Why the caged birdwatchers sing: raising awareness during confinement
How do you raise awareness on the importance to protect birds, beautiful winged creatures of the outdoors, when everyone is staying inside?
Across the map, birdwatching events and bird fairs have been cancelled, and nature reserves have been closed, but that hasn’t stopped BirdLife partners from keeping birds in the spotlight. Throughout Europe and Central Asia, they have shown innovation and creativity to bring our feathered friends to people’s eyes, ears and hearts. Here’s a sample of what they’re doing.

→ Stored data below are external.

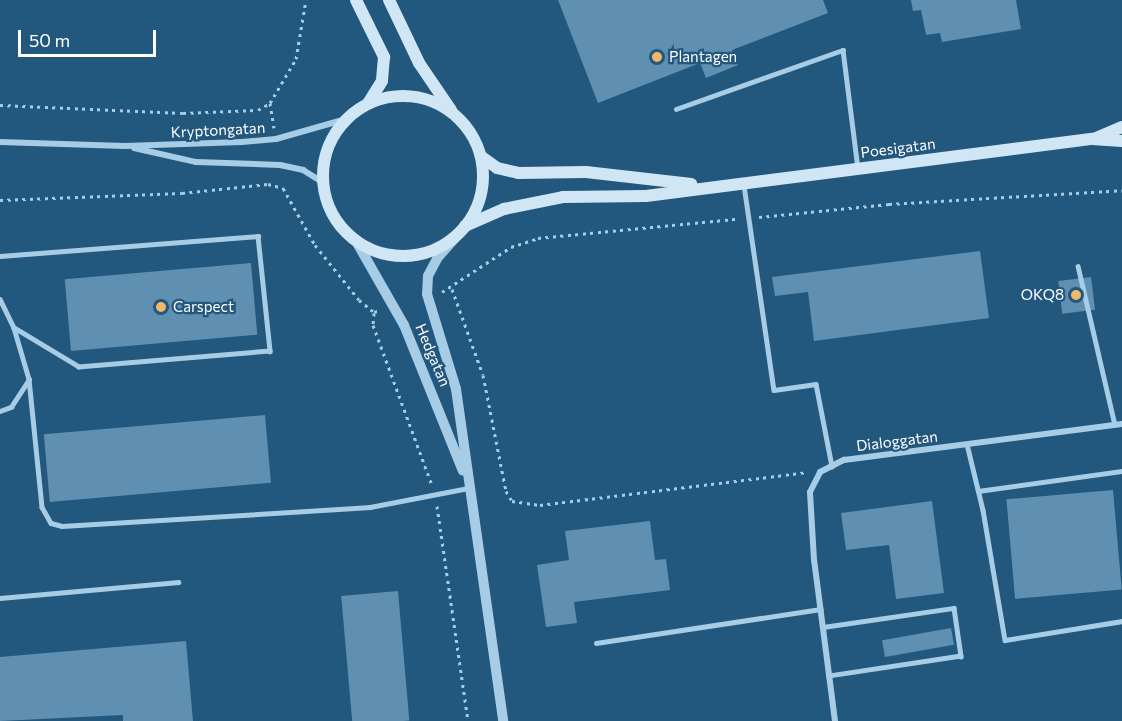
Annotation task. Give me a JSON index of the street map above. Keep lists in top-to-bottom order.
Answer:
{
  "streets": {
    "main road": ["Poesigatan"],
    "street": ["Kryptongatan", "Hedgatan", "Dialoggatan"]
  },
  "crossings": [
    ["Kryptongatan", "Poesigatan"],
    ["Kryptongatan", "Hedgatan"],
    ["Poesigatan", "Hedgatan"]
  ],
  "places": ["Plantagen", "OKQ8", "Carspect"],
  "scale_bar": "50 m"
}
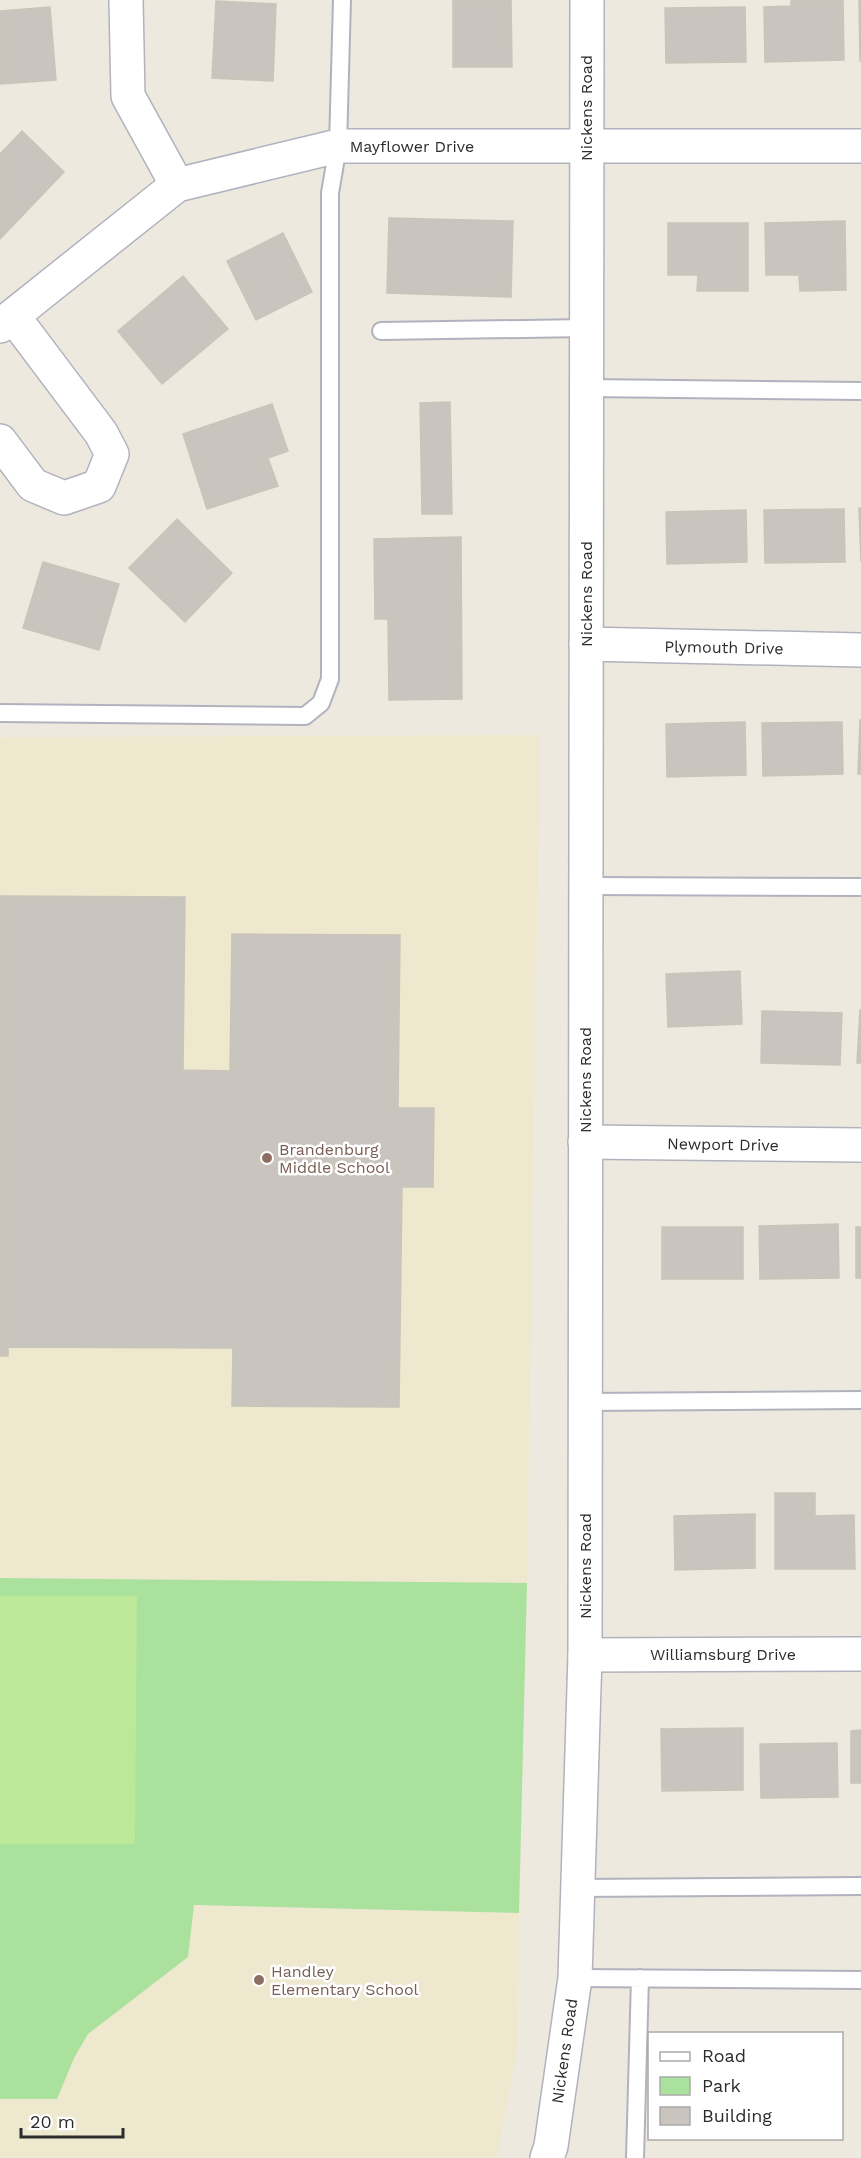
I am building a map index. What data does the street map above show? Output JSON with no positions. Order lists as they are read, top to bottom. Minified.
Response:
{"streets":{"street":["Nickens Road","Mayflower Drive","Plymouth Drive","Newport Drive","Williamsburg Drive"]},"crossings":[["Nickens Road","Mayflower Drive"],["Nickens Road","Plymouth Drive"],["Nickens Road","Newport Drive"],["Nickens Road","Williamsburg Drive"]],"places":["Brandenburg Middle School","Handley Elementary School"],"legend":["Road","Park","Building"],"scale_bar":"20 m"}
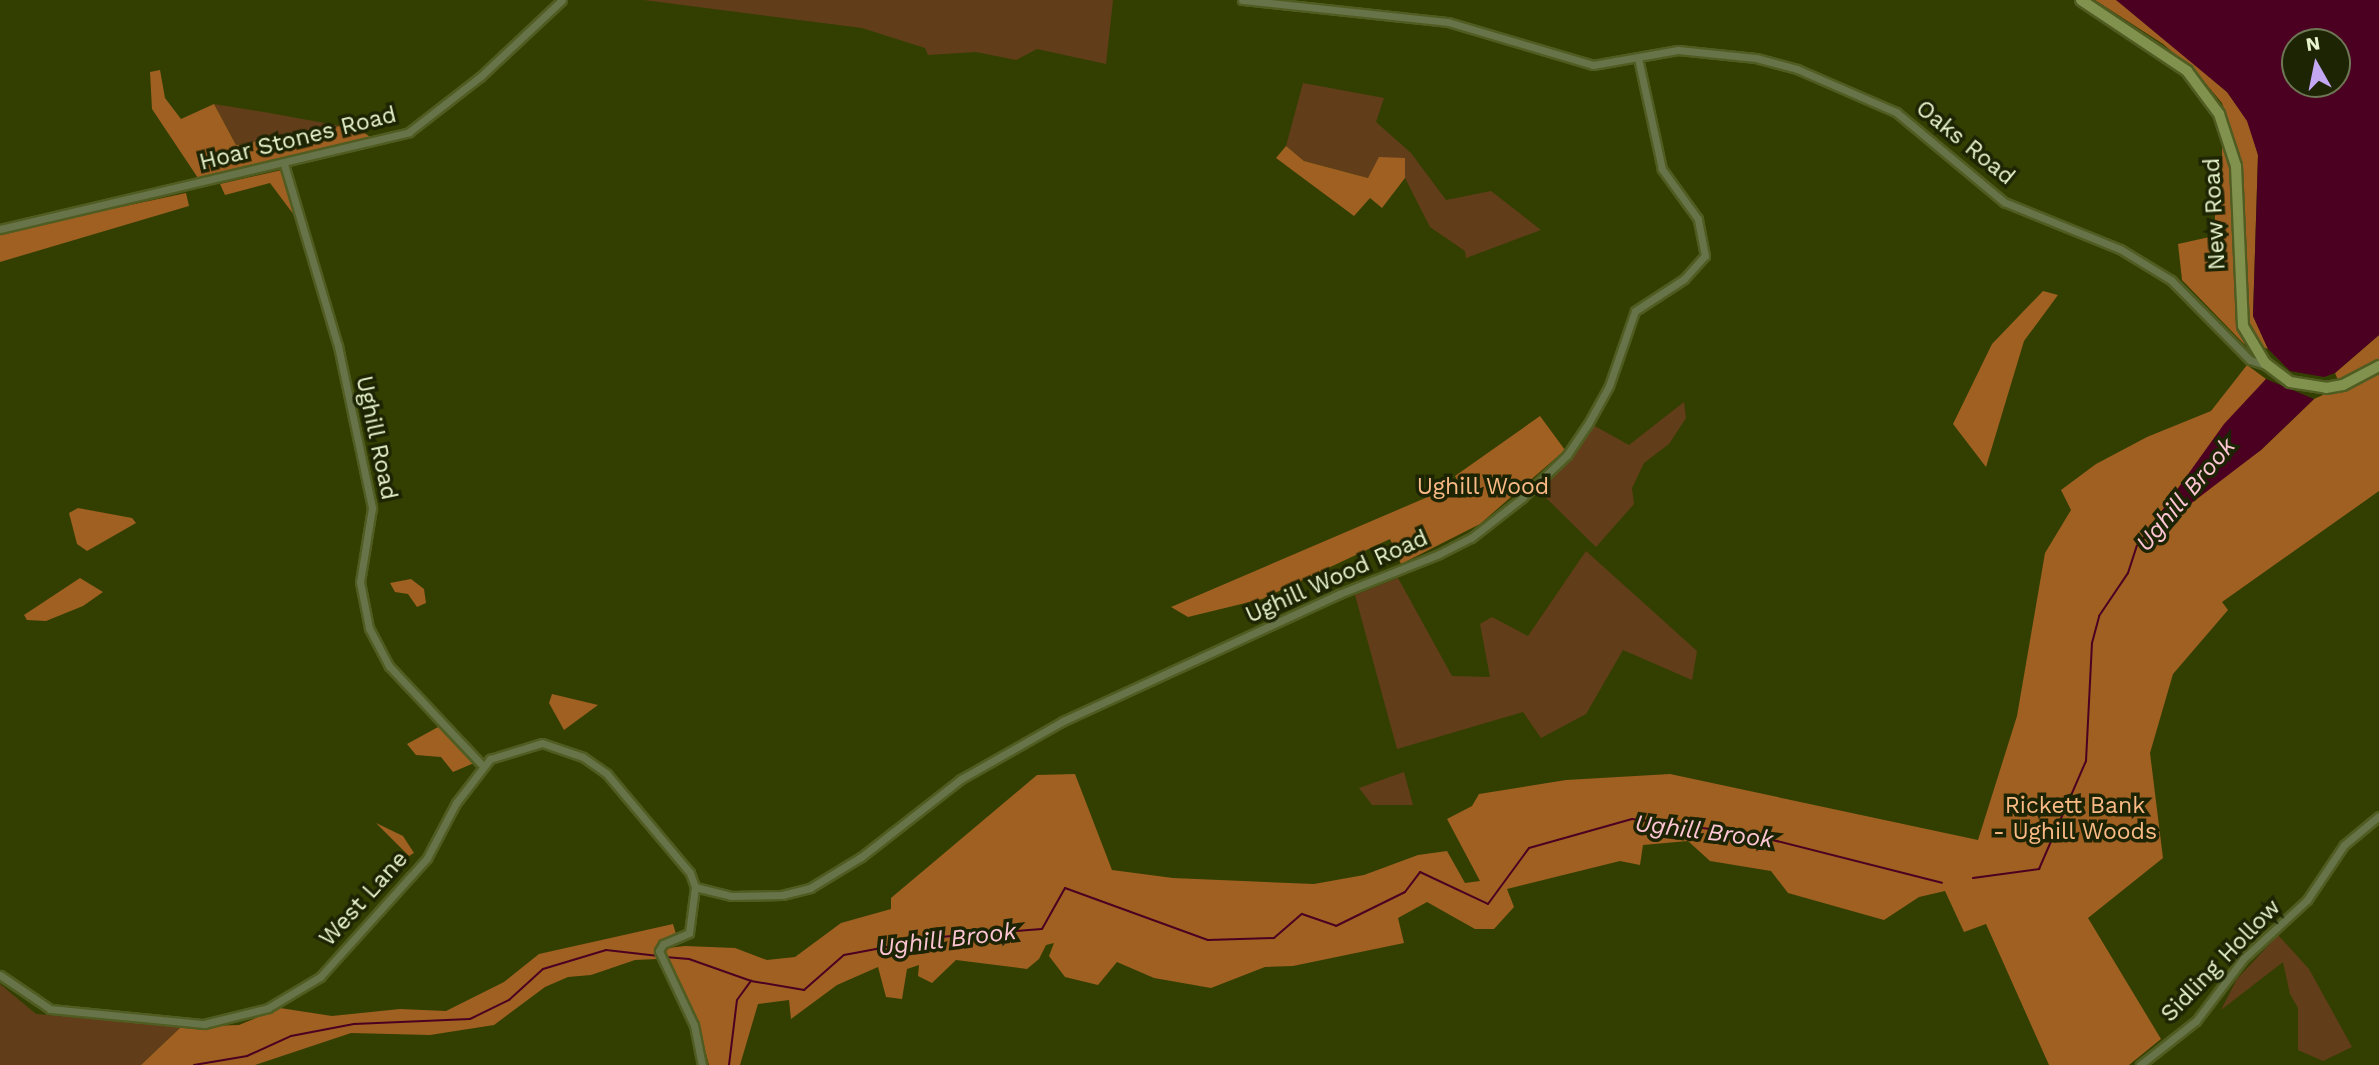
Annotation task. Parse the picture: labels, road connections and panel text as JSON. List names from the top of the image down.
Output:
{
  "streets": {
    "street": [
      "Hoar Stones Road",
      "Oaks Road",
      "New Road",
      "Ughill Road",
      "Ughill Wood Road",
      "West Lane",
      "Sidling Hollow"
    ]
  },
  "crossings": [
    ["Hoar Stones Road", "Ughill Road"],
    ["Oaks Road", "New Road"],
    ["Oaks Road", "Ughill Wood Road"],
    ["Ughill Road", "West Lane"]
  ],
  "water": ["Ughill Brook"],
  "parks": ["Ughill Wood", "Rickett Bank - Ughill Woods"],
  "north": "top"
}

Let’s start with activity that’s been popular on many windowsills: home birdwatching! Even people who had never tried birdwatching before have taken up this fun and educational activity – and BirdLife partners have been providing the tools to do so from your window. In Italy, Turkey, Austria, and Croatia and elsewhere, our partners have been driving a growing home-birdwatching movement in their countries. In Montenegro, our partner CZIP is collecting citizens’ confinement photos of migratory birds to share on their facebook page, and our French partner, LPO, organised a nationwide garden bird census! Would you like to know more about the birds you see? You may want to use the very handy online bird identifier, produced by our British partner RSPB. You can also watch birds on your screen: several partners have set up livestreaming services to watch birds. On CZIP’s website, you can watch a stork nest in real time!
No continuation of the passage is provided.